(Provided records)

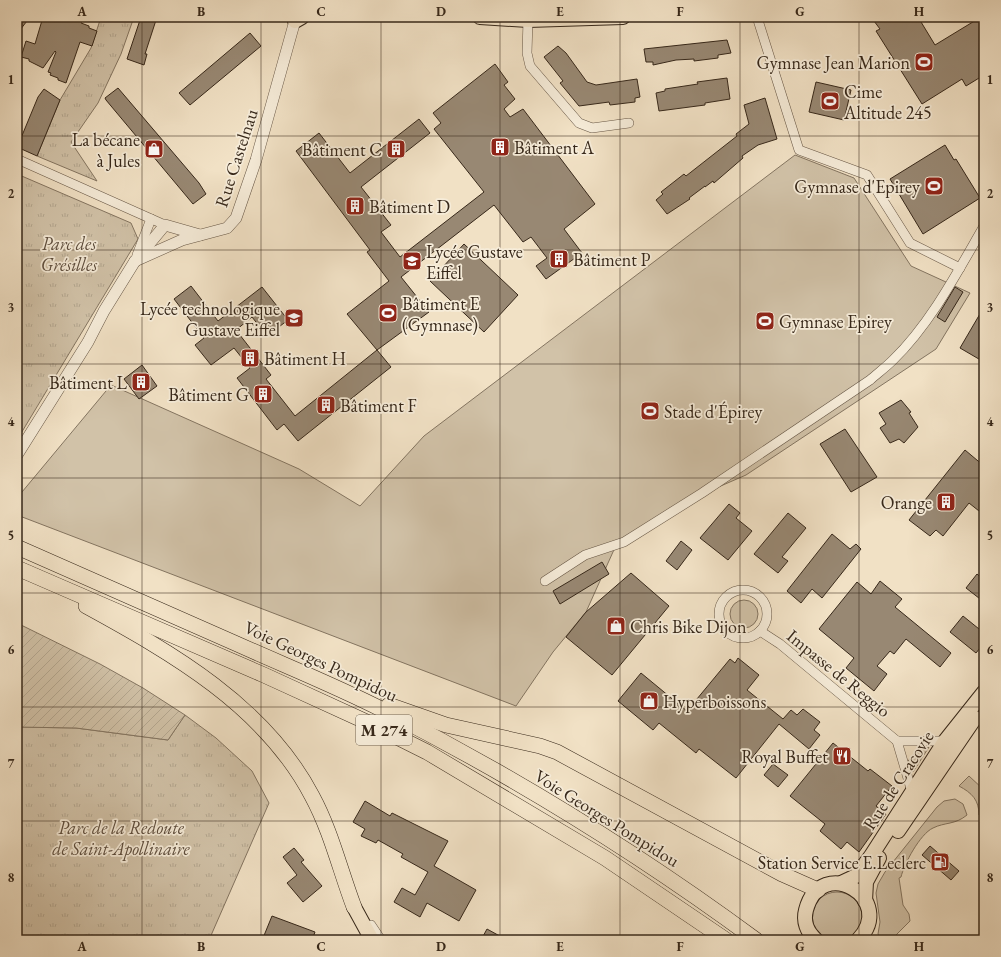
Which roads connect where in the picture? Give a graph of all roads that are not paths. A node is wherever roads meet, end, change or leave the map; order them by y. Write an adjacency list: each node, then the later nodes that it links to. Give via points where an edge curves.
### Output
1 (480, 17): 5 (main road)
2 (623, 17): 5 (main road)
3 (757, 17): 13 (street, via 799,150 867,175 910,243)
4 (296, 18): 11 (street, Rue Castelnau, via 256,160 236,218 227,228)
5 (528, 20): 6 (street, via 527,53 530,66 574,118 592,128)
6 (629, 123)
7 (17, 159): 8 (street)
8 (151, 219): 9 (street); 12 (street)
9 (165, 225): 11 (street); 12 (street)
10 (984, 226): 13 (street)
11 (201, 235): 12 (street, Rue Castelnau, via 182,240)
12 (135, 261): 14 (street)
13 (960, 268): 17 (street, via 924,322 894,360 870,380 631,538 585,555)
14 (17, 455)
15 (17, 547): 19 (highway, Voie Georges Pompidou / M 274)
16 (17, 568): 28 (highway, via 173,656 221,690 251,716 276,743 312,795 324,819); 33 (highway, Voie Georges Pompidou / M 274, via 264,675 427,752 605,858)
17 (545, 580)
18 (760, 631): 18 (street, Impasse de Reggio, via 765,624 766,608 763,600 748,590 731,593 724,600 719,614 722,625 728,632 744,638); 22 (street, Impasse de Reggio, via 780,644)
19 (332, 686): 26 (highway, via 446,725 557,752 782,874); 34 (highway, Voie Georges Pompidou / M 274, via 435,737 532,792 614,842)
20 (984, 692): 23 (main road, Rue de Cracovie)
21 (984, 707): 27 (main road, Rue de Cracovie, via 876,861 866,882)
22 (897, 741): 23 (street, Impasse de Reggio); 24 (street, Impasse de Reggio)
23 (946, 742): 24 (main road, Rue de Cracovie)
24 (912, 792): 25 (main road, Rue de Cracovie, via 856,876)
25 (841, 883): 26 (main road, Rue de Cracovie, via 824,885); 27 (main road, via 855,889)
26 (818, 890): 30 (main road, via 805,911)
27 (865, 901): 29 (main road, Rue de Cracovie, via 868,909)
28 (354, 907): 31 (main road); 32 (street, via 362,910)
29 (867, 934): 35 (main road)
30 (810, 937)
31 (372, 940)
32 (381, 940)
33 (726, 940)
34 (756, 940)
35 (858, 940)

(End Provided records)

Your answer must be an exact reproduction of all entries, containing no pictures.

Which roads connect where in the picture? Give a graph of all roads that are not paths. A node is wherever roads meet, end, change or leave the map; order them by y. Write an adjacency list: each node, then the later nodes that it links to. Give via points where an edge curves.
### Output
1 (480, 17): 5 (main road)
2 (623, 17): 5 (main road)
3 (757, 17): 13 (street, via 799,150 867,175 910,243)
4 (296, 18): 11 (street, Rue Castelnau, via 256,160 236,218 227,228)
5 (528, 20): 6 (street, via 527,53 530,66 574,118 592,128)
6 (629, 123)
7 (17, 159): 8 (street)
8 (151, 219): 9 (street); 12 (street)
9 (165, 225): 11 (street); 12 (street)
10 (984, 226): 13 (street)
11 (201, 235): 12 (street, Rue Castelnau, via 182,240)
12 (135, 261): 14 (street)
13 (960, 268): 17 (street, via 924,322 894,360 870,380 631,538 585,555)
14 (17, 455)
15 (17, 547): 19 (highway, Voie Georges Pompidou / M 274)
16 (17, 568): 28 (highway, via 173,656 221,690 251,716 276,743 312,795 324,819); 33 (highway, Voie Georges Pompidou / M 274, via 264,675 427,752 605,858)
17 (545, 580)
18 (760, 631): 18 (street, Impasse de Reggio, via 765,624 766,608 763,600 748,590 731,593 724,600 719,614 722,625 728,632 744,638); 22 (street, Impasse de Reggio, via 780,644)
19 (332, 686): 26 (highway, via 446,725 557,752 782,874); 34 (highway, Voie Georges Pompidou / M 274, via 435,737 532,792 614,842)
20 (984, 692): 23 (main road, Rue de Cracovie)
21 (984, 707): 27 (main road, Rue de Cracovie, via 876,861 866,882)
22 (897, 741): 23 (street, Impasse de Reggio); 24 (street, Impasse de Reggio)
23 (946, 742): 24 (main road, Rue de Cracovie)
24 (912, 792): 25 (main road, Rue de Cracovie, via 856,876)
25 (841, 883): 26 (main road, Rue de Cracovie, via 824,885); 27 (main road, via 855,889)
26 (818, 890): 30 (main road, via 805,911)
27 (865, 901): 29 (main road, Rue de Cracovie, via 868,909)
28 (354, 907): 31 (main road); 32 (street, via 362,910)
29 (867, 934): 35 (main road)
30 (810, 937)
31 (372, 940)
32 (381, 940)
33 (726, 940)
34 (756, 940)
35 (858, 940)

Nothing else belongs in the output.